An evangelical preacher who called Islam “satanic” and “heathen” should have every right to criticise other religions, a judge was told today.
Amid extraordinary scenes at Belfast Magistrates’ Court, Pastor James McConnell’s lawyer confirmed he will be denying “moral or legal culpability” on charges brought over a controversial sermon.
Solicitor Joe Rice insisted: “He did not incite hatred or encourage violence against Muslims.
“He simply expressed his view about another religion, not in a personalised manner but in an entirely generalised way.
“He believes freedom of speech - he’s a member of the clergy in Northern Irelanmd - should mean he has every right to criticise Islam and other religions, just as Islamic clerics have the right to criticise him and Christian clerics.”
Pastor McConnell, 78, is being prosecuted over remarks made in an internet-broadcast sermon he delivered at his Whitewell Metropolitan Tabernacle in north Belfast in may last year.

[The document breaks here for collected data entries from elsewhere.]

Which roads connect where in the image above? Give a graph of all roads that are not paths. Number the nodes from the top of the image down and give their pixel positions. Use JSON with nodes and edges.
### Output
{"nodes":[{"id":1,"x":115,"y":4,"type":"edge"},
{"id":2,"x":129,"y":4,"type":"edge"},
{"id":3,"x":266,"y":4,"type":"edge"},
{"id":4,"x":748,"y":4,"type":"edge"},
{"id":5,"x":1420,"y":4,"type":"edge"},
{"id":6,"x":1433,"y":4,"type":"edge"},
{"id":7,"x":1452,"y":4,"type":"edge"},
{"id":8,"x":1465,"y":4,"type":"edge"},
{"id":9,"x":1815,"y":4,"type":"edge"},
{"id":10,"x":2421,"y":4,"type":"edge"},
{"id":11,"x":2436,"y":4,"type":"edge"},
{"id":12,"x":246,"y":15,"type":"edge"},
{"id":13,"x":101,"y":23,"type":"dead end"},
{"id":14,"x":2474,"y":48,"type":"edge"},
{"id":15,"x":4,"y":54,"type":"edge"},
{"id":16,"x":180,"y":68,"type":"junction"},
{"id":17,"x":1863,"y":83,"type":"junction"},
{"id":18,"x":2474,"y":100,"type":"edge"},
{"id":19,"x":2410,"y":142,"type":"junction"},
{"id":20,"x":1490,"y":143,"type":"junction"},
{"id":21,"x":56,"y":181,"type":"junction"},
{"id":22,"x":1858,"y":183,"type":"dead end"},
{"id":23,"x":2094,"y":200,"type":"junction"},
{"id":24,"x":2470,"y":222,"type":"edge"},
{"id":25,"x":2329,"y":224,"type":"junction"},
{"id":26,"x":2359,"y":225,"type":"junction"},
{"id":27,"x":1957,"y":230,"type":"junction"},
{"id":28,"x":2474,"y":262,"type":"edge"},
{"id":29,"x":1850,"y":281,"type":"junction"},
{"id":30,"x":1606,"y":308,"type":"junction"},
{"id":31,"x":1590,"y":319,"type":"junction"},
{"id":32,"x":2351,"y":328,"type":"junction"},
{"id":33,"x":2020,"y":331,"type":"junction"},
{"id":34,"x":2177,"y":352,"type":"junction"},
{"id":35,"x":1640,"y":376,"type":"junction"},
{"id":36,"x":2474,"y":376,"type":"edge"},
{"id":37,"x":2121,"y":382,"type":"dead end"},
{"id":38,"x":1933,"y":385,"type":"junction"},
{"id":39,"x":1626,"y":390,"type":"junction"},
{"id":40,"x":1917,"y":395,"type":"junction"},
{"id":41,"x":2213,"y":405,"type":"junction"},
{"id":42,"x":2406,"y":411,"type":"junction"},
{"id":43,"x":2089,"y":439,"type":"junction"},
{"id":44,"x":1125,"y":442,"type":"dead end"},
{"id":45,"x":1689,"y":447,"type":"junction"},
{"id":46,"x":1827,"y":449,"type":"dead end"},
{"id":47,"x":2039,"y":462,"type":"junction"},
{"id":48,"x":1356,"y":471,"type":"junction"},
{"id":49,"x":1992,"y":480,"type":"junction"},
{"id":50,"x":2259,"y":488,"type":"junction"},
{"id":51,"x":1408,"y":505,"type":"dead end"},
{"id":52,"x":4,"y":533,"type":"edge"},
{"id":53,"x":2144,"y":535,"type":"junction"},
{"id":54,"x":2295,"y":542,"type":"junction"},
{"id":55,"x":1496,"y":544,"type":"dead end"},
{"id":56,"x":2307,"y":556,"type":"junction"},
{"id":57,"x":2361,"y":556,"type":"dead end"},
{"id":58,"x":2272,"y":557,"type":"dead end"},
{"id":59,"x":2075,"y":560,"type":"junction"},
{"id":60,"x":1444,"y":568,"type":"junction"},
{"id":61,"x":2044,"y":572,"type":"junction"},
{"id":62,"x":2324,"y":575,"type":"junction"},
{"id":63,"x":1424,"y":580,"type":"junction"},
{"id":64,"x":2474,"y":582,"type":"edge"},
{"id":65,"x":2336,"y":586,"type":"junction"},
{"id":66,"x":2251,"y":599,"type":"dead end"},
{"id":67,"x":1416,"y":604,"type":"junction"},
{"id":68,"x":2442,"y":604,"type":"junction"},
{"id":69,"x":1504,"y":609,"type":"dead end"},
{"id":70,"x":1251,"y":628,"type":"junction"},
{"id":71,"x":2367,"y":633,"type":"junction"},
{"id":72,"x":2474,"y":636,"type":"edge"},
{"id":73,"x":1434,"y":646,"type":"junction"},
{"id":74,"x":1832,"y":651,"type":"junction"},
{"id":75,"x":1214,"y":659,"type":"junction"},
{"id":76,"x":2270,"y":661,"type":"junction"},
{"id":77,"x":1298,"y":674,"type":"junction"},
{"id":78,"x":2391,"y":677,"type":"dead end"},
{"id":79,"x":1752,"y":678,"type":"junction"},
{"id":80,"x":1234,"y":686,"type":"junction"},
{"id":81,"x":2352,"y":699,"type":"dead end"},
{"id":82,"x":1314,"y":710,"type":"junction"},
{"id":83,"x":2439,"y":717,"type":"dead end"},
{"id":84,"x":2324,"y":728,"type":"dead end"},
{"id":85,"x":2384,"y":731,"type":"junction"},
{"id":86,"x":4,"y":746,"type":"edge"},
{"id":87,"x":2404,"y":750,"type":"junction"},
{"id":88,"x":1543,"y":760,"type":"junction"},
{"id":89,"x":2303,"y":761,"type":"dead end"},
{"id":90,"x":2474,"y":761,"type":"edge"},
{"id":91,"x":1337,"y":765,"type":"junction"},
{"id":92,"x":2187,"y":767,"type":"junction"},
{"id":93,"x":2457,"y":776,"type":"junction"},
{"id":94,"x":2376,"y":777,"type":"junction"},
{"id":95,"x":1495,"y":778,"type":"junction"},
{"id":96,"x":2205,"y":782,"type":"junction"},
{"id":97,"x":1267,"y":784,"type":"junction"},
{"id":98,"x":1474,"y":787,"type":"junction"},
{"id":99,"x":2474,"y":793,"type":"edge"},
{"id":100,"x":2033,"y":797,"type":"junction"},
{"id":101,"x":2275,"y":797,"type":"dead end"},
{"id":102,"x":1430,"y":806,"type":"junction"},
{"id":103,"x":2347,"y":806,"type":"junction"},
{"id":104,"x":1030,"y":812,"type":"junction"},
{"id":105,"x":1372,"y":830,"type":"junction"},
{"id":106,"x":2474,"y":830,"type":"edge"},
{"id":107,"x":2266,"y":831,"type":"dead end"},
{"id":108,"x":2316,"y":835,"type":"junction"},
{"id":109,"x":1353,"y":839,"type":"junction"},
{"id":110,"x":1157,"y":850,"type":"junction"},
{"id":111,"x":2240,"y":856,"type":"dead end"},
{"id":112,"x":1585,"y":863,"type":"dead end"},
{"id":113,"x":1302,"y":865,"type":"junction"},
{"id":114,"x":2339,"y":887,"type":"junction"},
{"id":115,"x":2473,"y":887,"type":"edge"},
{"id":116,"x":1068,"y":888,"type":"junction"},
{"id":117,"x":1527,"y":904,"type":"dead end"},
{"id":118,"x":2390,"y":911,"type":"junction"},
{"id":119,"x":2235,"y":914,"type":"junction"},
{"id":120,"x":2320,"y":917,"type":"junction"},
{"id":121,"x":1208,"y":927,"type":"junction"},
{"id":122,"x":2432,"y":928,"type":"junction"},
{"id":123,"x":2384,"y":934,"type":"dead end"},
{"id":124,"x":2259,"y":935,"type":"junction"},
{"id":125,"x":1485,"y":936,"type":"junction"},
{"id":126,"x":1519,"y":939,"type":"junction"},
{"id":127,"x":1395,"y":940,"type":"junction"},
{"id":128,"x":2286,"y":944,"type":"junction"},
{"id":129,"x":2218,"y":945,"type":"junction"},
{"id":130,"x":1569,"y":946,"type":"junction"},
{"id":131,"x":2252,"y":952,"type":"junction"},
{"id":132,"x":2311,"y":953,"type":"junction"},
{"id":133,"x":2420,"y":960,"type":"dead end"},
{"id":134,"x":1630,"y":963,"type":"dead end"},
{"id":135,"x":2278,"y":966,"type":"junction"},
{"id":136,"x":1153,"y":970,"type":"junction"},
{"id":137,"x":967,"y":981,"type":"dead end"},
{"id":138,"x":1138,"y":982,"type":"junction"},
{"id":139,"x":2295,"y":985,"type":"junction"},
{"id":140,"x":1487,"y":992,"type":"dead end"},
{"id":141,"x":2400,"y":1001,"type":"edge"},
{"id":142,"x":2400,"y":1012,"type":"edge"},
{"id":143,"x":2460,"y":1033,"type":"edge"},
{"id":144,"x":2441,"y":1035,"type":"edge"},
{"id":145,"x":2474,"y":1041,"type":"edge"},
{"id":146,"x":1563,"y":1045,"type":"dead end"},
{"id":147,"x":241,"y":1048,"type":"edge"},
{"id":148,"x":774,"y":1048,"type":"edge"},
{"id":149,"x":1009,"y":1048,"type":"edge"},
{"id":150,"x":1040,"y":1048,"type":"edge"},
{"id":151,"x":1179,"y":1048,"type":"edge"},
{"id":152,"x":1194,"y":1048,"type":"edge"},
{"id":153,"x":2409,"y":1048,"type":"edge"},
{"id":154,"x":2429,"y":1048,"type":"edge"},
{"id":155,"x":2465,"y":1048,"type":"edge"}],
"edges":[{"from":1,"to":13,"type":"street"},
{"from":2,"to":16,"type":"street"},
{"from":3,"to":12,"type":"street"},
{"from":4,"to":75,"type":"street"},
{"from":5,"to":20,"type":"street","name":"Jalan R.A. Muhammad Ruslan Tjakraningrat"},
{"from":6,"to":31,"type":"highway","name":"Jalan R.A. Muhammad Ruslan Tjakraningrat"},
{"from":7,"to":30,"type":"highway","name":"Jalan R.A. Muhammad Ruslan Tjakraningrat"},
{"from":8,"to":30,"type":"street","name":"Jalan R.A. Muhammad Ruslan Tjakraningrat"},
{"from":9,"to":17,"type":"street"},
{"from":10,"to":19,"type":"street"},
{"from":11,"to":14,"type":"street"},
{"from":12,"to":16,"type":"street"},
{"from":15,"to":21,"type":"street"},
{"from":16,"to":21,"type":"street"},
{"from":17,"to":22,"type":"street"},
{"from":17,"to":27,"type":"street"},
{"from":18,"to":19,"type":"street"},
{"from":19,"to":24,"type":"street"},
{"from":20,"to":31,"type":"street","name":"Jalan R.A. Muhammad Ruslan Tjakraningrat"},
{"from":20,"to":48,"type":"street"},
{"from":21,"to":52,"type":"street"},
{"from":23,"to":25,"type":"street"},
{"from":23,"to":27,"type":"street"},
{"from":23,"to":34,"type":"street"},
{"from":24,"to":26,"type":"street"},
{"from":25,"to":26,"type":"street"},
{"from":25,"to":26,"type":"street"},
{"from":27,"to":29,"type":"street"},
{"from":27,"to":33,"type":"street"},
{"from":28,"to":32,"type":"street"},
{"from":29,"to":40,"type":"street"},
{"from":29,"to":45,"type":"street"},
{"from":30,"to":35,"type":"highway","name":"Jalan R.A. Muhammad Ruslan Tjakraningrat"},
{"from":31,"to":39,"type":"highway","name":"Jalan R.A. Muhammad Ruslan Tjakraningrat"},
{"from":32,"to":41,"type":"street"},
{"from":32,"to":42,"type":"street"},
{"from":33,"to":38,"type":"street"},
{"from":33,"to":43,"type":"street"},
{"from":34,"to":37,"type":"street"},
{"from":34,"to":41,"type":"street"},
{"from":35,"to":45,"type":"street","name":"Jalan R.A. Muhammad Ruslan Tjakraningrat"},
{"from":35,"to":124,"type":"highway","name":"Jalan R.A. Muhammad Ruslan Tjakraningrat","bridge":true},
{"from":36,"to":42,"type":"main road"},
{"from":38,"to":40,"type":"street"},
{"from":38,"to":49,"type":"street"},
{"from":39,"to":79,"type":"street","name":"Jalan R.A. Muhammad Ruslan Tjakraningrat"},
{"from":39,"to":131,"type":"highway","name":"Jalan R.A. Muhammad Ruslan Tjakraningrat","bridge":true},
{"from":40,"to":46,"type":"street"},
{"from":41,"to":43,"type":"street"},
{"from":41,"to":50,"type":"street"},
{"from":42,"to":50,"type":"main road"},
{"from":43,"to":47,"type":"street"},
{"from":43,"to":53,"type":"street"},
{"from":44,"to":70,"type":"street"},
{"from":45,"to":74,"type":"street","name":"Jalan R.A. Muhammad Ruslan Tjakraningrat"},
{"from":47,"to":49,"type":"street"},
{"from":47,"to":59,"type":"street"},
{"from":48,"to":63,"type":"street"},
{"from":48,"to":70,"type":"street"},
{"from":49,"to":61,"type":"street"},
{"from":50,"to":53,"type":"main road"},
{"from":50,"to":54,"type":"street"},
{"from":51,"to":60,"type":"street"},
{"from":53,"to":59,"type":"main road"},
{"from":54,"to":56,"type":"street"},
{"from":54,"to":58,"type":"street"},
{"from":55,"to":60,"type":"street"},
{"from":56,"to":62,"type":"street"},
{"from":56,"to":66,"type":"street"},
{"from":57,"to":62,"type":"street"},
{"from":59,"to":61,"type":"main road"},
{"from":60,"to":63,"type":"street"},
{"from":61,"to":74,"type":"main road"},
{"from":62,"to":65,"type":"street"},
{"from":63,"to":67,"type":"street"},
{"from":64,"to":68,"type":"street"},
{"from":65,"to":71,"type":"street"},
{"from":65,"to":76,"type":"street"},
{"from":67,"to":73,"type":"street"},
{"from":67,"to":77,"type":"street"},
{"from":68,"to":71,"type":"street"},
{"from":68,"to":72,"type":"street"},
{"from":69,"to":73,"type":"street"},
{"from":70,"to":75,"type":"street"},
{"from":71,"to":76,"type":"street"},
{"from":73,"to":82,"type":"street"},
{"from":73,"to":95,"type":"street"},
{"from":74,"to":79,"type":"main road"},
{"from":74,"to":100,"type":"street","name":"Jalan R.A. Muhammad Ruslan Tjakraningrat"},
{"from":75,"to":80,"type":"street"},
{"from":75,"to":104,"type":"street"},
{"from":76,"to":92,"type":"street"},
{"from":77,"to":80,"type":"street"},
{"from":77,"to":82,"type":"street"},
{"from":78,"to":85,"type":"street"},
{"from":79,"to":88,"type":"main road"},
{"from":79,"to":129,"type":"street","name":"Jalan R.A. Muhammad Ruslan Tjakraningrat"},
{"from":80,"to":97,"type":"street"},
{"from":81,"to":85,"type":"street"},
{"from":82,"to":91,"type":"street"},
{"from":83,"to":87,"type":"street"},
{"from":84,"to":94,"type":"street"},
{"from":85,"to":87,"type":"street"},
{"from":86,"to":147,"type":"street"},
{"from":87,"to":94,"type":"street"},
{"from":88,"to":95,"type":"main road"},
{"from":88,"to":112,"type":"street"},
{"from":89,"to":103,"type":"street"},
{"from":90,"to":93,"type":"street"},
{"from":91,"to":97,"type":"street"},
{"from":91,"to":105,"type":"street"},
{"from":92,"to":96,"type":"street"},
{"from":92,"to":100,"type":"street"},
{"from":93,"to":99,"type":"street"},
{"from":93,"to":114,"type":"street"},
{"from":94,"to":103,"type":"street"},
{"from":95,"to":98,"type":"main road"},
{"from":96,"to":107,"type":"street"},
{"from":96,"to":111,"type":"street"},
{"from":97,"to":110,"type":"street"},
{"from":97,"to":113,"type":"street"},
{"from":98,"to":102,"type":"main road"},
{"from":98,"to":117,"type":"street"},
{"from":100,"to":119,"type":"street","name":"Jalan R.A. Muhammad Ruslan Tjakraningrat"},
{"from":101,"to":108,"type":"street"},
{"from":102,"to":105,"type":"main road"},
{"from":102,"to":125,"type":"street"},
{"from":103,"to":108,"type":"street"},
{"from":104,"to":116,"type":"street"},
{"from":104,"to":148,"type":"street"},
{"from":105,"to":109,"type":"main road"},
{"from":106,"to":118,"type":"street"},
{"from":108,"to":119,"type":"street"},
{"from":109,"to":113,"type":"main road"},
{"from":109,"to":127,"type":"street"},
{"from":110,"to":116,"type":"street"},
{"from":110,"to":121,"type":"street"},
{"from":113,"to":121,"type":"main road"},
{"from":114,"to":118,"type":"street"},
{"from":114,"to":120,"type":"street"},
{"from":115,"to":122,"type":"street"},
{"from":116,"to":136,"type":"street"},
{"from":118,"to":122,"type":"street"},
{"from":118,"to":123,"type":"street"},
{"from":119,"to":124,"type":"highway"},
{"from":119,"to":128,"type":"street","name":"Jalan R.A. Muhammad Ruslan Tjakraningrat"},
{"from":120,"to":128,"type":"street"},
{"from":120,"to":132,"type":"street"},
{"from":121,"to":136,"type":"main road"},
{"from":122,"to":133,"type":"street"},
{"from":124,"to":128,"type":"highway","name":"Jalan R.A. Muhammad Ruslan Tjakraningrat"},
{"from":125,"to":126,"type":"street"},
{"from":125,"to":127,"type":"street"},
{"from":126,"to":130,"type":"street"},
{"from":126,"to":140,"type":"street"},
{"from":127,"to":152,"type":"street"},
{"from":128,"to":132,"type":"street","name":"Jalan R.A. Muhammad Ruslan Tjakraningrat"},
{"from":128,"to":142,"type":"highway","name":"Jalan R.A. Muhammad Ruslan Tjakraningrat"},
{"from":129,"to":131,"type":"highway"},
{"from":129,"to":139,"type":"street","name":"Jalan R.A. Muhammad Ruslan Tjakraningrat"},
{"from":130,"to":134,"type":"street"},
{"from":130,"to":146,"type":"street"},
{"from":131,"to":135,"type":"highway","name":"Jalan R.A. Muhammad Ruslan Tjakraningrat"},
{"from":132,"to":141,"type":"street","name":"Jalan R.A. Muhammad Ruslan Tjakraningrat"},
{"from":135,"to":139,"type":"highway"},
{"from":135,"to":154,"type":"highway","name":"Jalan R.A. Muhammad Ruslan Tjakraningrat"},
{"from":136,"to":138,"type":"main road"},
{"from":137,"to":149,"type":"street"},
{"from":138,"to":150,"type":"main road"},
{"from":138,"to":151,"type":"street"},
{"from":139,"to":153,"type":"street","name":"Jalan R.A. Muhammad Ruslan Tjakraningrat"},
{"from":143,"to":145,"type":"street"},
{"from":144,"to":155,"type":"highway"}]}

He defended his comments but following a public outcry he later apologised for any offence or distress caused.
The preacher has been charged with offences of improper use of a public electronic communications network, and causing a grossly offensive message to be sent by means of a public electronic communications network.
An estimated 1,000 supporters, including Democratic Unionist MP Sammy Wilson, turned up at the Laganside court complex for the preacher’s first appearance in the case.
Some held placards declaring ‘Christianity under persecution’ and ‘Evil Sharia law is not welcome in our country’.
Dressed in a blue suit, Pastor McConnell appeared relaxed as he sat in the public gallery among some of those who managed to get seats for the hearing.
The rest of the crowd either crammed outside the doors of the court or continued protesting on the streets below.
Because the prosecution was brought by summons the preacher was not required to enter the dock.
But after the case was called the defence his stance was made clear.
“We are pleading not guilty - a very candid not guilty,” Mr Rice told District Judge Amanda Henderson.
The solicitor also disclosed plans to mount an abuse of process application before any trial hearing.
He contended: “This is one of the most bizarre, peculiar cases I have ever seen before these courts.”
Mr Rice insisted that an “avalanche of material, both public and legally”, was available to show his client intention to contest the charges.
He pressed the prosecution to indicate if any of four main witnesses in the case where prepared to give evidence against the pastor.
In response a Public Prosecution Service (PPS) lawyer said statements were given to police, with any further contact expected after the defendant’s attitude is formally entered.
Acknowledging the huge numbers who had turned out to support his client, Mr Rice called for the case to be moved to a larger courtroom in future.
“There are approximately 1,000 people here, Pastor McConnell is a revered pastor in the Greater Belfast area,” he explained.
“He has family, he has friends, he has members of his congregation who want to hear this case.”
Judge Henderson was told how the defendant has been waiting for the chance to clear his name.
“This is a principled stand,” Mr Rice added.
He claimed the PPS had “dangled a carrot” in front of Pastor McConnell by offering to give him an informed warning at an earlier stage.
“That was based on the premise that he pleads guilty to the offences,” the lawyer said.
“Pastor McConnell has strenuously denied any culpability, either morally or legally, in relation to these offences and will continue to do do.”
The case was then listed for a further hearing in four weeks time.
As the preacher left the courtroom loud cheers and applause broke out among his supporters.
He told those waiting to hear news of the proceedings: “We are back on September 3, our solicitor has done a wonderful job.”
Christian hymns could be heard by the time he joined the others outside.